- PROBLEM TO WORK ON -
Within the records below, find each line that holds the string "Tara", then copy it.

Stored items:
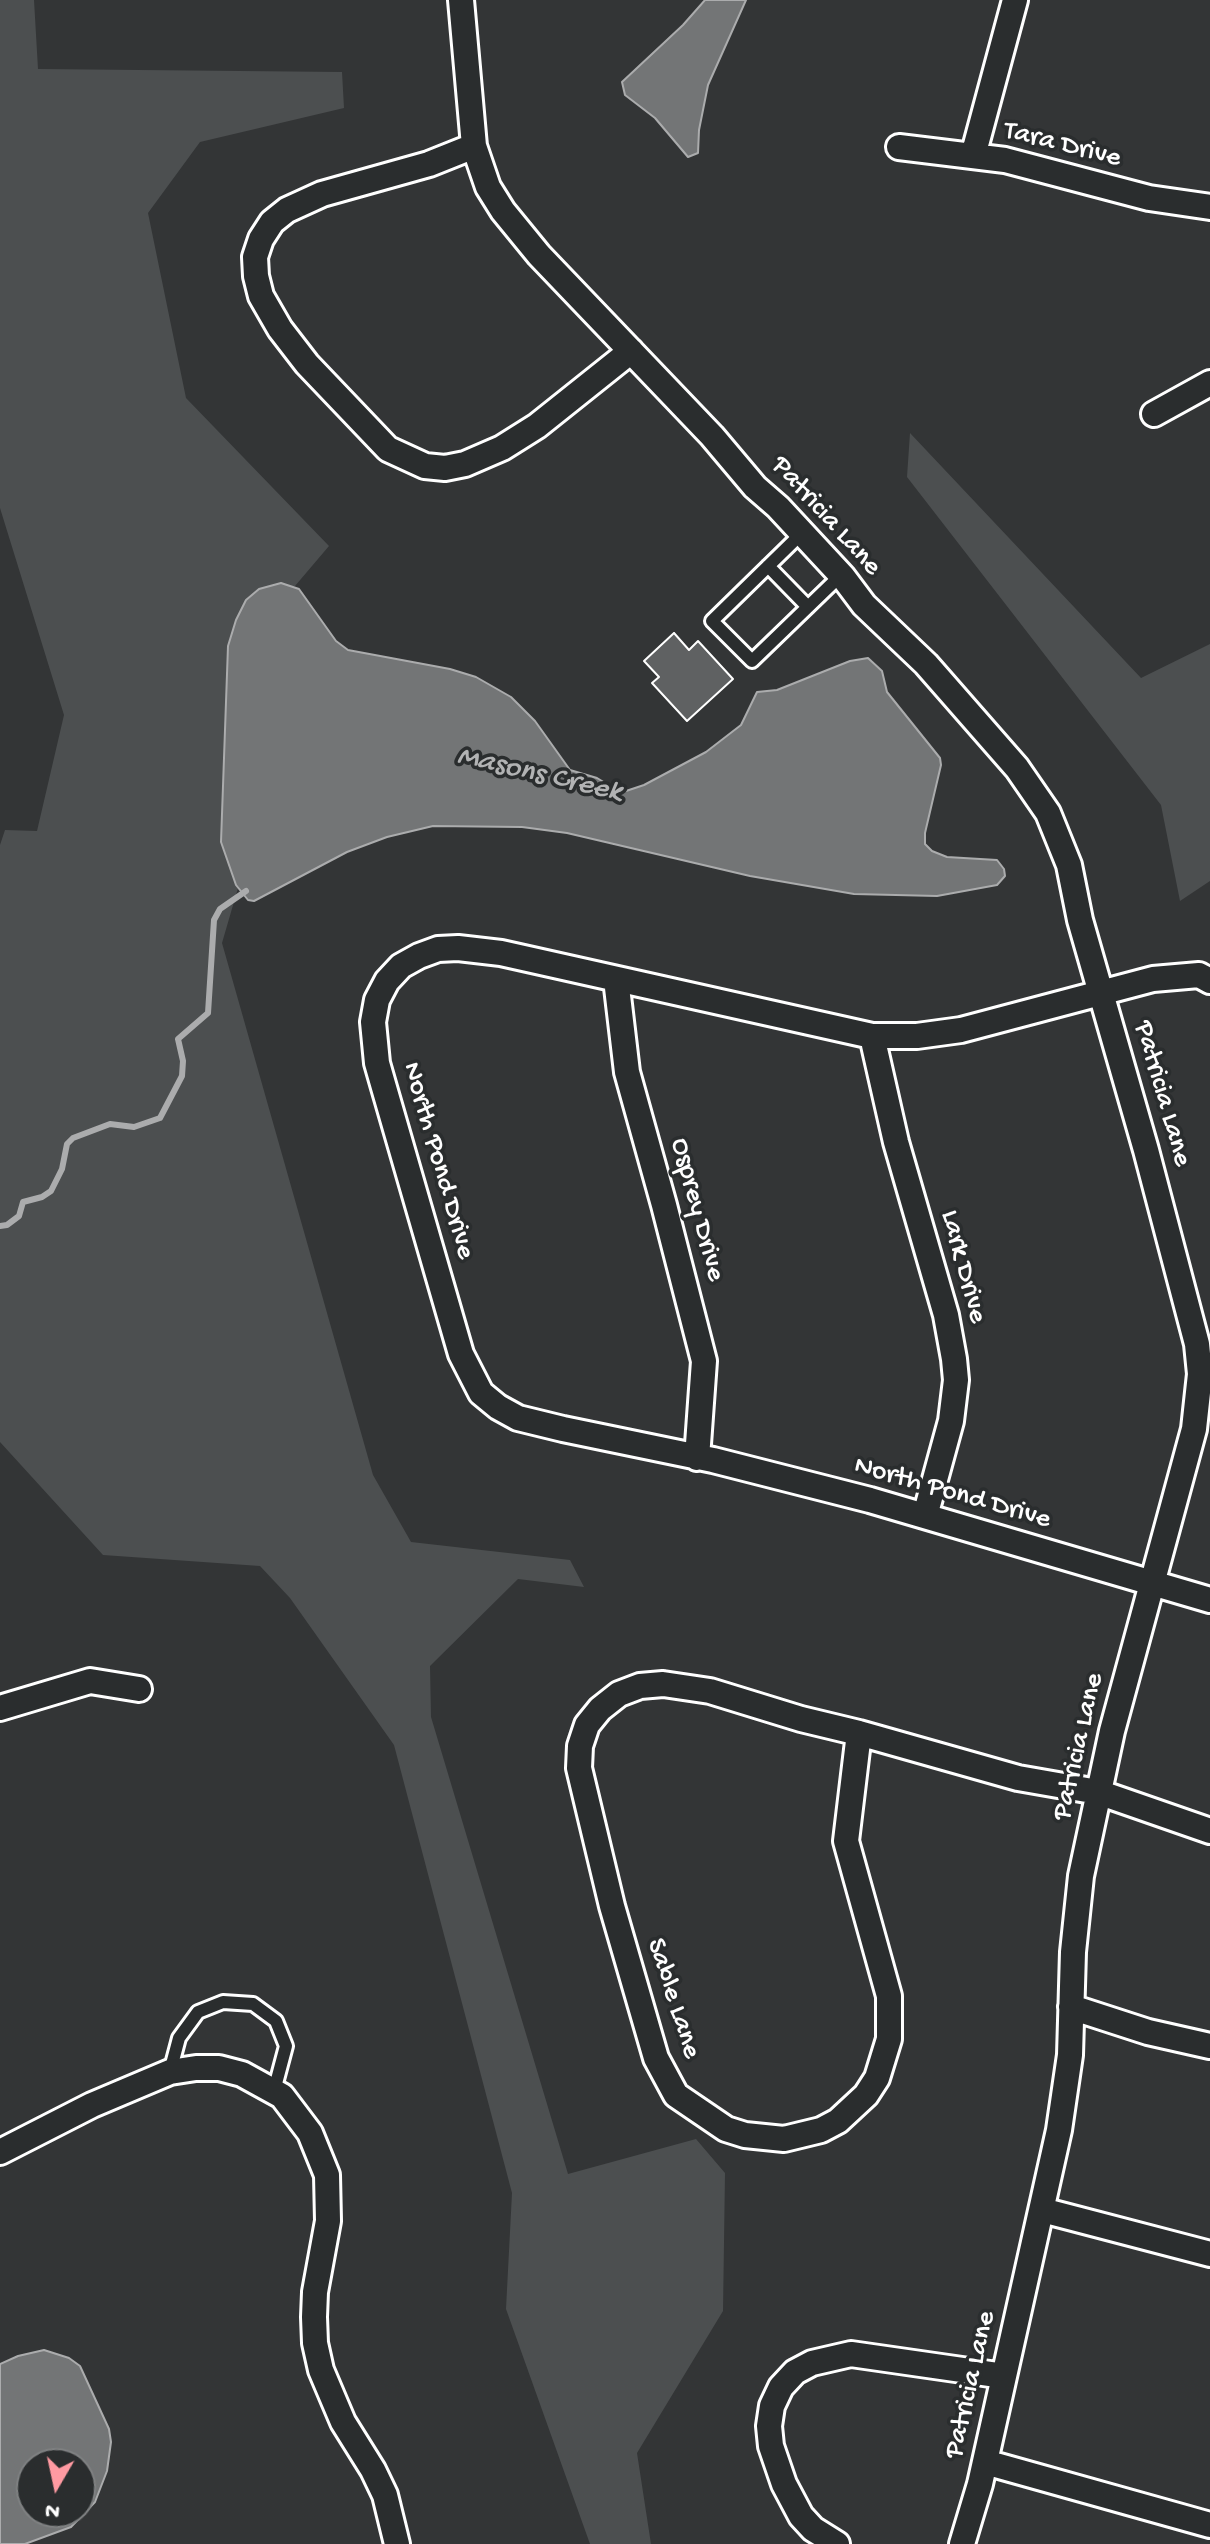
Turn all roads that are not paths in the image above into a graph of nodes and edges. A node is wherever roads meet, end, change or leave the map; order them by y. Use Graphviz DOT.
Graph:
graph roads {
  1 [pos="461,0"];
  2 [pos="1015,0"];
  3 [pos="474,146"];
  4 [pos="899,147"];
  5 [pos="973,156"];
  6 [pos="1210,207"];
  7 [pos="631,351"];
  8 [pos="1210,383"];
  9 [pos="1154,414"];
  10 [pos="802,533"];
  11 [pos="768,566"];
  12 [pos="841,575"];
  13 [pos="808,607"];
  14 [pos="616,979"];
  15 [pos="1210,981"];
  16 [pos="1102,993"];
  17 [pos="872,1036"];
  18 [pos="1204,1346"];
  19 [pos="697,1458"];
  20 [pos="925,1516"];
  21 [pos="1152,1581"];
  22 [pos="1210,1600"];
  23 [pos="139,1689"];
  24 [pos="0,1708"];
  25 [pos="859,1733"];
  26 [pos="1098,1792"];
  27 [pos="1210,1831"];
  28 [pos="1071,2007"];
  29 [pos="1210,2046"];
  30 [pos="170,2072"];
  31 [pos="274,2091"];
  32 [pos="0,2152"];
  33 [pos="1042,2210"];
  34 [pos="1210,2254"];
  35 [pos="1004,2376"];
  36 [pos="985,2462"];
  37 [pos="1210,2525"];
  38 [pos="397,2544"];
  39 [pos="837,2544"];
  40 [pos="962,2544"];
  1 -- 3 [label="street, Patricia Lane"];
  2 -- 5 [label="street"];
  3 -- 7 [label="street, Patricia Lane"];
  3 -- 7 [label="street"];
  4 -- 5 [label="street, Tara Drive"];
  5 -- 6 [label="street, Tara Drive"];
  7 -- 10 [label="street, Patricia Lane"];
  8 -- 9 [label="street"];
  10 -- 11 [label="lane"];
  10 -- 12 [label="street, Patricia Lane"];
  11 -- 13 [label="lane"];
  11 -- 13 [label="lane"];
  12 -- 13 [label="lane"];
  12 -- 16 [label="street, Patricia Lane"];
  14 -- 17 [label="street, North Pond Drive"];
  14 -- 19 [label="street, Osprey Drive"];
  14 -- 19 [label="street, North Pond Drive"];
  15 -- 16 [label="street, North Pond Drive"];
  16 -- 17 [label="street, North Pond Drive"];
  16 -- 18 [label="street, Patricia Lane"];
  17 -- 20 [label="street, Lark Drive"];
  18 -- 21 [label="street, Patricia Lane"];
  19 -- 20 [label="street, North Pond Drive"];
  20 -- 21 [label="street, North Pond Drive"];
  21 -- 22 [label="street, North Pond Drive"];
  21 -- 26 [label="street, Patricia Lane"];
  23 -- 24 [label="street"];
  25 -- 25 [label="street, Sable Lane"];
  25 -- 26 [label="street, Sable Lane"];
  26 -- 27 [label="street, Sable Lane"];
  26 -- 28 [label="street, Patricia Lane"];
  28 -- 29 [label="street"];
  28 -- 33 [label="street, Patricia Lane"];
  30 -- 31 [label="street"];
  30 -- 31 [label="lane"];
  30 -- 32 [label="street"];
  31 -- 38 [label="street"];
  33 -- 34 [label="street"];
  33 -- 35 [label="street, Patricia Lane"];
  35 -- 36 [label="street, Patricia Lane"];
  35 -- 39 [label="street"];
  36 -- 37 [label="street"];
  36 -- 40 [label="street, Patricia Lane"];
}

- TASK RESPONSE -
  4 -- 5 [label="street, Tara Drive"];
  5 -- 6 [label="street, Tara Drive"];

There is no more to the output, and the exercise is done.